All of our adoption paperwork arrived in Rwanda on 7/17/09. We have been waiting for approval from the minstry of gender and family promotion in Rwanda. Things seemed to be slowing down more and more and I was discouraged because it looked like the soonest we might travel would be May. Then yesterday we were thrilled to receive the email we've been waiting for saying that we are approved. We were at Greg's uncles house in Tennesee. I asked Greg to check our email even though it was Saturday and unlikely to be anything there. I left the room and when I returned Greg had this silly smile on his face and motioned for me to come to the computer. I thought he had to be joking. I immediately had an adrenaline rush and was afraid that he was kidding. As soon as I saw it I started to shake and cry. I was so overcome with emotion. I was very relieved because we were concerned that the approval could still be a long way in coming. Also no one seemed to know exactly how Rwanda would react to us having a foster child the same age as the child we are requesting. Such a relief. I was so joyful and full of praise. I drove the whole way home on cloud nine, yet I still didn't know just how wonderful the news really was. When I got home and had a change to look at our "non-objection letter" more closely I realized that the approval was dated Oct. 21st! We have been approved for 5 1/2 weeks and didn't even know it! Apparently there were a lot of families that for some reason the ministry had failed to inform. This puts the process so far ahead of where we thought we were. We could be very close to getting our referal and seeing our daughter's face for the first time!

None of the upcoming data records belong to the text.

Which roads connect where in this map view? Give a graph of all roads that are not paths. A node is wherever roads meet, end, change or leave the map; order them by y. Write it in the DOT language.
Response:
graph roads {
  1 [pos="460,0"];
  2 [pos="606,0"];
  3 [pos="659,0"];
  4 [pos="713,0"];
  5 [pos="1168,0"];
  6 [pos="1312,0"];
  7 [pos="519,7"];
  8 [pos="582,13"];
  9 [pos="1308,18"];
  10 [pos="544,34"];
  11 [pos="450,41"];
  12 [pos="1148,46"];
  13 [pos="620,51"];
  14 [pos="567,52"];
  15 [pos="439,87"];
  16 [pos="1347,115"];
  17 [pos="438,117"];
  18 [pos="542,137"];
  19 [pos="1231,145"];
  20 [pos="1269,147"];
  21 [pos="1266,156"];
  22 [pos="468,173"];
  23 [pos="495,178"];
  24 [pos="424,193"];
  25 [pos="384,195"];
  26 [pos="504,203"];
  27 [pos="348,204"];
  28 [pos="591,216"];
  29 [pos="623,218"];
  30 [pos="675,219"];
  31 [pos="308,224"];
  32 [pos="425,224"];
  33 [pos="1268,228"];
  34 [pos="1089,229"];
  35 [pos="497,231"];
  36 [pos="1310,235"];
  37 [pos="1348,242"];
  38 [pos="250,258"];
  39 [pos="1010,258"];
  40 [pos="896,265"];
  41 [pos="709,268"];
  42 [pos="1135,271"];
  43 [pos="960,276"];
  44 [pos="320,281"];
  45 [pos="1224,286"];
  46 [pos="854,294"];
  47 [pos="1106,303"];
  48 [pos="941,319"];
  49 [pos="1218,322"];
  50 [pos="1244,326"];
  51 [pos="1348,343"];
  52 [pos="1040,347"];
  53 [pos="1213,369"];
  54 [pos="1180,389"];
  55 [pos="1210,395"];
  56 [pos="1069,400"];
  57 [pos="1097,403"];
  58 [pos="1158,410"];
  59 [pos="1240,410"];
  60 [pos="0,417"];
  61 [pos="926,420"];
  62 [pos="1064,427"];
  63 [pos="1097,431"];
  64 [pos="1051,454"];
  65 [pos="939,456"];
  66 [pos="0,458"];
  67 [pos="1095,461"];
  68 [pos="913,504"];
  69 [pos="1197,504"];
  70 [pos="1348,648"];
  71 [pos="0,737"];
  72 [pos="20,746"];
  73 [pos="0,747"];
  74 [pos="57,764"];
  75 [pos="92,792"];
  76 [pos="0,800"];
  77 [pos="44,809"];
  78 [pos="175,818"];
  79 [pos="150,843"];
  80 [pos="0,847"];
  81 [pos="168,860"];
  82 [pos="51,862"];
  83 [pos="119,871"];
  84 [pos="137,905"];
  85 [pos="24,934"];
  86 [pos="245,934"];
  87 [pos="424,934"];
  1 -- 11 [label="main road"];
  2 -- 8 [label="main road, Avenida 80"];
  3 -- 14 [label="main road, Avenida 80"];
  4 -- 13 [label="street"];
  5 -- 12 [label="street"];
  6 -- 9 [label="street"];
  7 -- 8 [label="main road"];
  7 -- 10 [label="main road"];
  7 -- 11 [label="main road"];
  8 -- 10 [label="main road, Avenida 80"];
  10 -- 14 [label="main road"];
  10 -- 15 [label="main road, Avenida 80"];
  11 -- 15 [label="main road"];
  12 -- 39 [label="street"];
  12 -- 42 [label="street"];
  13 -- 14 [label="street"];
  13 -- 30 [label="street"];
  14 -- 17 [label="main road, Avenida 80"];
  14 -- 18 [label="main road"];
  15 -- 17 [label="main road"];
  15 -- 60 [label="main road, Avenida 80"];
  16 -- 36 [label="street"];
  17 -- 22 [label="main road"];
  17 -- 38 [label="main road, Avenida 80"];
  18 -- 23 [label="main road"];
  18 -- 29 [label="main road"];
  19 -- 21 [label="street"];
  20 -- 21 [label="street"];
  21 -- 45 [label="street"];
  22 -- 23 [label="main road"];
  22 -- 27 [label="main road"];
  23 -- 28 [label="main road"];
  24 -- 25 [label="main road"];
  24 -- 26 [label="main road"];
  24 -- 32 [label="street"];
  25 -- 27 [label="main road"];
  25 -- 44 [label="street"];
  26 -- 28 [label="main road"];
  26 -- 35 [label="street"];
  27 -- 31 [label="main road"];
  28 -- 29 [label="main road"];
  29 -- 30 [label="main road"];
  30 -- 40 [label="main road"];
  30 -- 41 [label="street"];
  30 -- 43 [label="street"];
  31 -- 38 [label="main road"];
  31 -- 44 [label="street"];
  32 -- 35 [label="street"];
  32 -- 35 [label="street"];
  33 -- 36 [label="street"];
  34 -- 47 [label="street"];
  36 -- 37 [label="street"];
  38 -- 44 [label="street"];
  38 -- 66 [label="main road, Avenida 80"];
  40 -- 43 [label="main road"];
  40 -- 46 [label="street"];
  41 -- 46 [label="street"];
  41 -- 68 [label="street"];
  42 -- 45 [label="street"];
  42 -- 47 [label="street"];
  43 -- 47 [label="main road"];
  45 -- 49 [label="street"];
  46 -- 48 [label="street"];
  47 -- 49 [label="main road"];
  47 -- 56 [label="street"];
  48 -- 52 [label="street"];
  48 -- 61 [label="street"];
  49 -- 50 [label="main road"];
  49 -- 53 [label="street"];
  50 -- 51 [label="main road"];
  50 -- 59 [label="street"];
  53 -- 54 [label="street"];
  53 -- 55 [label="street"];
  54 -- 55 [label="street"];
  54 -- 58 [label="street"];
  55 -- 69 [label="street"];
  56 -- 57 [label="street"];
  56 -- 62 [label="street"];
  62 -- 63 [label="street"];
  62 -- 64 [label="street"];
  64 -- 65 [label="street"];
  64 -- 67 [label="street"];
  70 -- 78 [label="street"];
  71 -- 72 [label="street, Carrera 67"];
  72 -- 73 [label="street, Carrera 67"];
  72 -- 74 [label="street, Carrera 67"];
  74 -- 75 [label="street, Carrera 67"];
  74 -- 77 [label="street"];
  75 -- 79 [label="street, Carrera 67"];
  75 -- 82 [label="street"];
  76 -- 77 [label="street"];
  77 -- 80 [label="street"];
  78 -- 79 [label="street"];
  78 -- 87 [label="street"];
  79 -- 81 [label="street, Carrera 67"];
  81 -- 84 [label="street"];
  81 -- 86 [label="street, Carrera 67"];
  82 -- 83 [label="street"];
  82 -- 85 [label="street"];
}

I guess this just goes to show how little control and knowledge we have in this process and that we must trust in God and His perfect wisdom and timing. Here I have been stressing over how long its taking and all the while we have been approved.
God is all knowing and He is in control, therefore I don't have to be. This is a lesson I must learn over and over again. I am praising Him today for this amazing Thanksgiving blessing.
As I learn more about this blogging thing I will give more details of the process and especially how wonderfully God has lead. Right now I can tell you that I know without a shadow of doubt that He has chosen one little girl for our family and us for her. She is ours completely, not born of my womb, but born of my heart, and a part of God's master plan!